We are of opinion that such is not the true construction of the will, but that, upon the death of the last surviving child, the share of each child will vest at once in its issue, subject only to the right of the surviving husband or wife of any child to receive the income of its share during widowhood. The principal share of each child is ascertained and fixed at the death of the testator; and although the right to receive any income is postponed until the death of the testator’s widow, the share itself would probably have vested in each child upon the death of the testator, but for the provision, above stated, disposing of the share of any child after its death, and before the death of the last surviving child, in a different way from that in which the law would otherwise have disposed of it, and thus making the interest of any child or its issue contingent until the death of the last surviving child. Upon the death of the last surviving child, however, the share of each child’s issue is ascertained, and goes to its issue then surviving, and there is no reason for longer suspending the vesting of the equitable interest in fee in the different shares. Although some ambiguity is created by the double use, in this paragraph, of the words “ go to the issue of such child,” yet, bearing in mind the testator’s previous division of his property into distinct shares for the benefit of his several children and their respective issue, and the established rule of construction in favor of vested interests, we are satisfied that the actual and the legal intent of the testator was not to suspend the vesting of the interest of the issue of any child beyond the death of the last surviving child in any case, but to postpone the enjoyment only, by the issue of any child, of its parent’s share, so long as a surviving husband or wife of that parent should be living and unmarried.

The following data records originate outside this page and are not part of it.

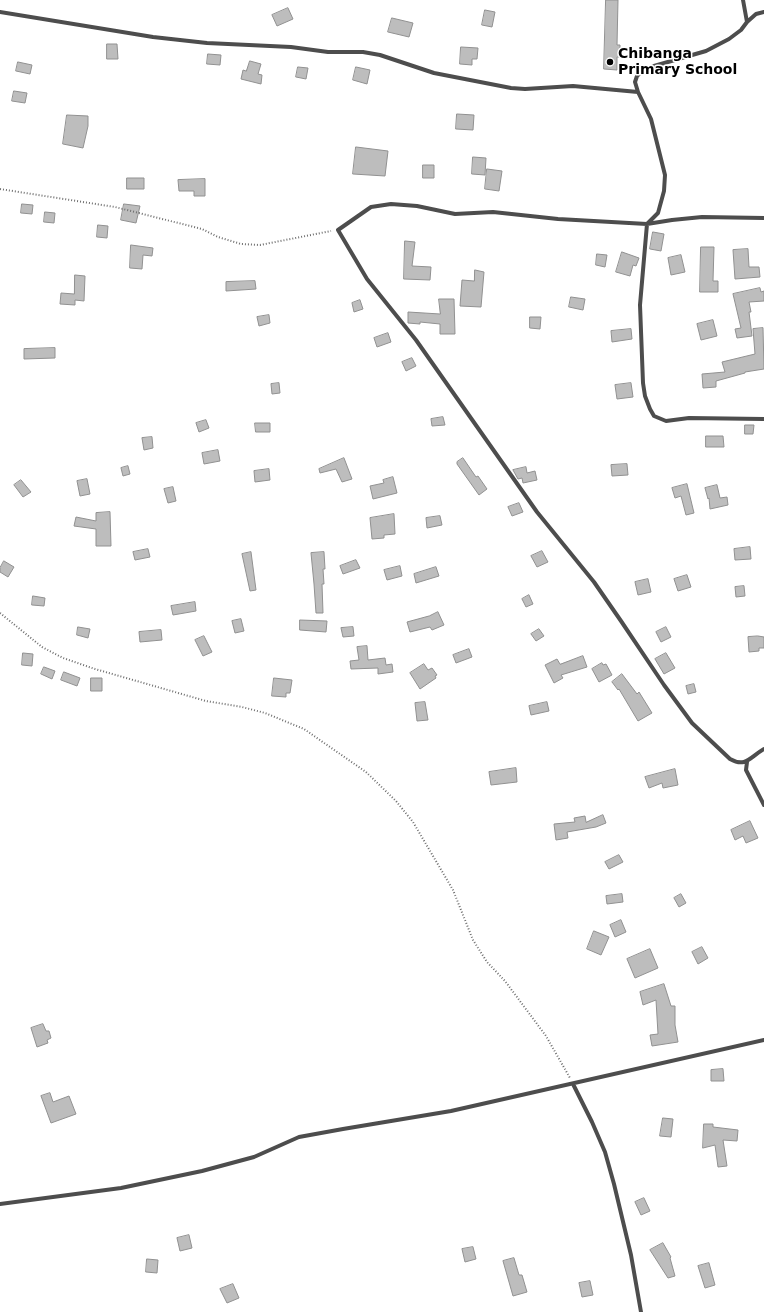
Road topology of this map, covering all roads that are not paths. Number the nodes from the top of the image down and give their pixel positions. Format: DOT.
graph roads {
  1 [pos="743,0"];
  2 [pos="0,12"];
  3 [pos="764,12"];
  4 [pos="747,22"];
  5 [pos="638,92"];
  6 [pos="764,218"];
  7 [pos="647,224"];
  8 [pos="764,419"];
  9 [pos="764,749"];
  10 [pos="747,762"];
  11 [pos="764,805"];
  12 [pos="764,1040"];
  13 [pos="573,1084"];
  14 [pos="0,1204"];
  15 [pos="641,1312"];
  1 -- 4 [label="street"];
  2 -- 5 [label="street"];
  3 -- 4 [label="street"];
  4 -- 5 [label="street"];
  5 -- 7 [label="street"];
  6 -- 7 [label="street"];
  7 -- 8 [label="street"];
  7 -- 10 [label="street"];
  9 -- 10 [label="street"];
  10 -- 11 [label="street"];
  12 -- 13 [label="street"];
  13 -- 14 [label="street"];
  13 -- 15 [label="street"];
}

This construction is not substantially varied, nor the operation of the will defeated, by the only clauses remaining to be considered, which provide that if any child of the testator shall die leaving no issue, but leaving a wife or husband surviving *345the interest of its share shall be paid to her or him during widowhood. This right of a surviving wife or husband to re•ceive the income would by the terms of this clause seem to arise only in case the child should leave no issue; but the words of the previous paragraph, which declare that after the death of the last surviving child, the husband or wife of any child deceased leaving issue shall receive the income in the same manner as before, might perhaps require the implication that the surviving husband or wife of any child, whether it does or does not leave issue, shall receive during widowhood the income of its share, before, as well as after, the death of the last surviving child of the testator. However that may be, the testator has taken the precaution to add, But this is not to prevent the partial distribution provided for on the death of the last surviving child.” By that partial distribution, as we have already seen, the principal share of each child vests in its issue; the issue of any child, who has left no husband or wife surviving and not since married again, are entitled to the immediate enjoyment and control of its share; while the right of enjoyment by the issue of the share of any child who has left such a husband or wife is postponed until his or her death or re-marriage.

It follows from this view of the provisions of the will, that immediately upon the termination of the life of the last surviving child, which was of course a life in being when the testator died, the issue, and the widower-or widow, if any, of each child may make a conveyance of that child’s share, and, with the consent of the trustees, may terminate the trust; Bowditch v. Andrew, 8 Allen, 339; and therefore the questions ably and learnedly discussed by counsel, upon the law of perpetuities, do not arise. Decree affirmed.